Ulteriori vincoli, poi, sono stabiliti sia in materia di prezzo dell’alienazione che, di regola, non potrà essere inferiore a quello indicato nella stima periziale, sia in merito ai proventi ricavati, i quali dovranno essere investiti, ai sensi del can. 1294, con cautela a vantaggio della Chiesa o «prudentemente utilizzati secondo gli scopi dell’alienazione»556.

Le maggiori perplessità registrate in dottrina riguardano le ipotesi in cui il bene culturale di interesse religioso sia stato alienato in una forma valida in base alle leggi civili, ma illegittima per quelle canoniche. L’ipotesi non è inverosimile come potrebbe sembrare, basti pensare al caso del parroco che, senza rendersi conto del valore economico e (soprattutto) culturale del bene e senza le necessarie autorizzazioni, abbia alienato opere di alto valore storico e artistico. Il can. 1296 si occupa, poi, di disciplinare tali eventualità, stabilendo che, allorché i beni ecclesiastici siano stati validamente alienati in forza del diritto civile, è compito dell’autorità competente stabilire, a seguito di attenta valutazione, se intentare una qualche azione al riguardo e di che tipo (personale o reale), al fine di rivendicare i diritti della Chiesa557.

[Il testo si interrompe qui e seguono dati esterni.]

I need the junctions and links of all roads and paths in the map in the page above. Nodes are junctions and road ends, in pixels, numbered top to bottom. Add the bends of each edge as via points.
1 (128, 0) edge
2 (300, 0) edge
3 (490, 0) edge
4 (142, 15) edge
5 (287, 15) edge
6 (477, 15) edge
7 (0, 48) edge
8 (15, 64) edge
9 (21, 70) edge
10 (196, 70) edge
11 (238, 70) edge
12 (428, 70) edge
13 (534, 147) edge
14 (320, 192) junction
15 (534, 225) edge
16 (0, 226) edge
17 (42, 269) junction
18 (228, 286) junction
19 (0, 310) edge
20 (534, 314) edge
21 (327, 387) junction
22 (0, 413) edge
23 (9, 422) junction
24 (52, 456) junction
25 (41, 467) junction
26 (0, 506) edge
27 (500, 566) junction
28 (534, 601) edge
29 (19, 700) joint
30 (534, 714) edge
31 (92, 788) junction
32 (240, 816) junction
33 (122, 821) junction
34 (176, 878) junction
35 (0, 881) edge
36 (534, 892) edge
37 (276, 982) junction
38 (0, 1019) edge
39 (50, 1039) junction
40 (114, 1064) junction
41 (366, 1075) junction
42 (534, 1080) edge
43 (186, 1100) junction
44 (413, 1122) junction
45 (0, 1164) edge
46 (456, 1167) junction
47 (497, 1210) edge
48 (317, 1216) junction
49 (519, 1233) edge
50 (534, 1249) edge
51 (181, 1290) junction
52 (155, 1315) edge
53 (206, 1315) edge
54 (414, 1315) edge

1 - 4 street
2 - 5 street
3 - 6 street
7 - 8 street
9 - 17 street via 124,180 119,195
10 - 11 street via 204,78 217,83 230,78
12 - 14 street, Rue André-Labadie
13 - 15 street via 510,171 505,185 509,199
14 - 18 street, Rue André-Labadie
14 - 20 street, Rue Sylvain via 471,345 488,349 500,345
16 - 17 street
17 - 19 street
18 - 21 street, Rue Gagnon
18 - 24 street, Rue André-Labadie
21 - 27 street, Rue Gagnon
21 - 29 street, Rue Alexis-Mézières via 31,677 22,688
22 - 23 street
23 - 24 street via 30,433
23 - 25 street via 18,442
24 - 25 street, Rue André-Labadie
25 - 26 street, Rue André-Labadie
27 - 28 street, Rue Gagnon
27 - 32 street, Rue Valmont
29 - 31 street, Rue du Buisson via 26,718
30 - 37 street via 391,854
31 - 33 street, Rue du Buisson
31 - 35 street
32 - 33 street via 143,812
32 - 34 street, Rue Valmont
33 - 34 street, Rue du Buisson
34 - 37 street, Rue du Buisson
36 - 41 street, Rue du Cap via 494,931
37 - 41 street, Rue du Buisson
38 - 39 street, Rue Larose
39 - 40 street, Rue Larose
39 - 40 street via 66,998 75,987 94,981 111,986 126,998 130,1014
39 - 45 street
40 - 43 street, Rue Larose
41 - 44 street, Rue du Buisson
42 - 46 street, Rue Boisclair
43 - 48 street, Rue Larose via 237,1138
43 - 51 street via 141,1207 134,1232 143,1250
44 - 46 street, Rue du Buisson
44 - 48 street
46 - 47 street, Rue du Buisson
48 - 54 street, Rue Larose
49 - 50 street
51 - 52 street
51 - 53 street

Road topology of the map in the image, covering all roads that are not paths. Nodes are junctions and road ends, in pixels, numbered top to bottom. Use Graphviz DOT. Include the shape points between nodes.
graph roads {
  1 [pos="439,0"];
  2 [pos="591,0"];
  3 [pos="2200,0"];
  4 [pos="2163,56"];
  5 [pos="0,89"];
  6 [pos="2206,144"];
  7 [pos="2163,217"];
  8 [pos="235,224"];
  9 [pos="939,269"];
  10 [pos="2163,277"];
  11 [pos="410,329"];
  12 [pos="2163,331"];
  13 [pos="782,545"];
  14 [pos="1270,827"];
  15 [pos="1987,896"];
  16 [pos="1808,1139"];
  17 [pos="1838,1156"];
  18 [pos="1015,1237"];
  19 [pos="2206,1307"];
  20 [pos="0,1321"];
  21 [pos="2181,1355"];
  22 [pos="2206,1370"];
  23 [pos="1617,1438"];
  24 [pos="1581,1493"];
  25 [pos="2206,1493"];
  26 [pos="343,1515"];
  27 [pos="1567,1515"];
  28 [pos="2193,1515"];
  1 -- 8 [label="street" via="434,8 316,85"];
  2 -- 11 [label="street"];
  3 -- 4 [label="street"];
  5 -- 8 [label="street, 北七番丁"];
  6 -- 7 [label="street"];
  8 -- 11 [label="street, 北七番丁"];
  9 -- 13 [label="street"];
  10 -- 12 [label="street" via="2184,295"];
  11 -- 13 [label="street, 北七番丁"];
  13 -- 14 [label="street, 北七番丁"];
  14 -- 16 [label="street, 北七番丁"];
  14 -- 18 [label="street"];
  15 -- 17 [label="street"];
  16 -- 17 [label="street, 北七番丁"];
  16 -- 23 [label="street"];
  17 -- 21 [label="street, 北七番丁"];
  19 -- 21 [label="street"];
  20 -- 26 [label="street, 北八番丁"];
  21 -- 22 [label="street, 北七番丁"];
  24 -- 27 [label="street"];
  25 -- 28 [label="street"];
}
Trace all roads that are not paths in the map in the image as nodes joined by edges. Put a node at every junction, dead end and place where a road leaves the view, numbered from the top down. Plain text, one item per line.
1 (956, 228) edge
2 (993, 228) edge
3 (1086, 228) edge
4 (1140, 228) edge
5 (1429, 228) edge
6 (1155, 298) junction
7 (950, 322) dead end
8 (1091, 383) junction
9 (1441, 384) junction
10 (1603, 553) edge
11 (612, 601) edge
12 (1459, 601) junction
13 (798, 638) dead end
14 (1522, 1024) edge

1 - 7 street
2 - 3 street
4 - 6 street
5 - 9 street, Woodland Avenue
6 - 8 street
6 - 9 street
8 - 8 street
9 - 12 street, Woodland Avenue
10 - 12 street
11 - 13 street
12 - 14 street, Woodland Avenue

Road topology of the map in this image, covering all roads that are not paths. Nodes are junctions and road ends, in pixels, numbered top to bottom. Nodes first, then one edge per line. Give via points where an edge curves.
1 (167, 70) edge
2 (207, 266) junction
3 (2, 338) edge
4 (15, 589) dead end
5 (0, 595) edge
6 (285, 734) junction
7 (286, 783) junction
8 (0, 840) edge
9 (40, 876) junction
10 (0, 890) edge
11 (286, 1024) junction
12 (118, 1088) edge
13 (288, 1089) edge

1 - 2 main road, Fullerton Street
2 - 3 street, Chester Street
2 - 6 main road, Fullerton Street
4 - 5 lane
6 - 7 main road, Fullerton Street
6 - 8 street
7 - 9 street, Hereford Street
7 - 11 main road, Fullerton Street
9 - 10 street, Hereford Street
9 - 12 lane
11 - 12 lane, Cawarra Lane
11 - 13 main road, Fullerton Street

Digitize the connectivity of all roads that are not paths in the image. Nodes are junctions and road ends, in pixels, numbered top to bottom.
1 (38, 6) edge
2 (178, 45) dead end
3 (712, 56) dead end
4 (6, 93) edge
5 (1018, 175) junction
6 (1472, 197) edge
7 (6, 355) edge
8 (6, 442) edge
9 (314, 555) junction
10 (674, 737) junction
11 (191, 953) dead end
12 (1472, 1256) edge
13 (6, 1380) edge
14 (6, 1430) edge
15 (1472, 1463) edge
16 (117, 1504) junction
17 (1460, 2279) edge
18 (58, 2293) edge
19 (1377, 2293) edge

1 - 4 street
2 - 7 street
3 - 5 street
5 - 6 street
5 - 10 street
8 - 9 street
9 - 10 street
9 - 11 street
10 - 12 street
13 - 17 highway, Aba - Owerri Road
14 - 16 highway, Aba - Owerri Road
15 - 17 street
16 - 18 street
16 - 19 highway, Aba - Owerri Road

555 E. Camassa Aurea, I beni culturali di interesse religioso. Principio di collaborazione e pluralità

di ordinamenti, cit., pag. 26.

556Ibidem. 557Ivi, pag. 27.

Il contratto posto in essere senza le prescritte autorizzazioni e formalità deve essere ritenuto annullabile civilmente, e ciò in quanto, nel diritto canonico, il momento di formazione della volontà degli enti ecclesiastici trae origine da un atto complesso, costituito, in parte dalla volontà del titolare del potere di amministrazione, designato in base alle norme statutarie, e, in altra parte, dalla volontà dell’organo predisposto dal diritto canonico558.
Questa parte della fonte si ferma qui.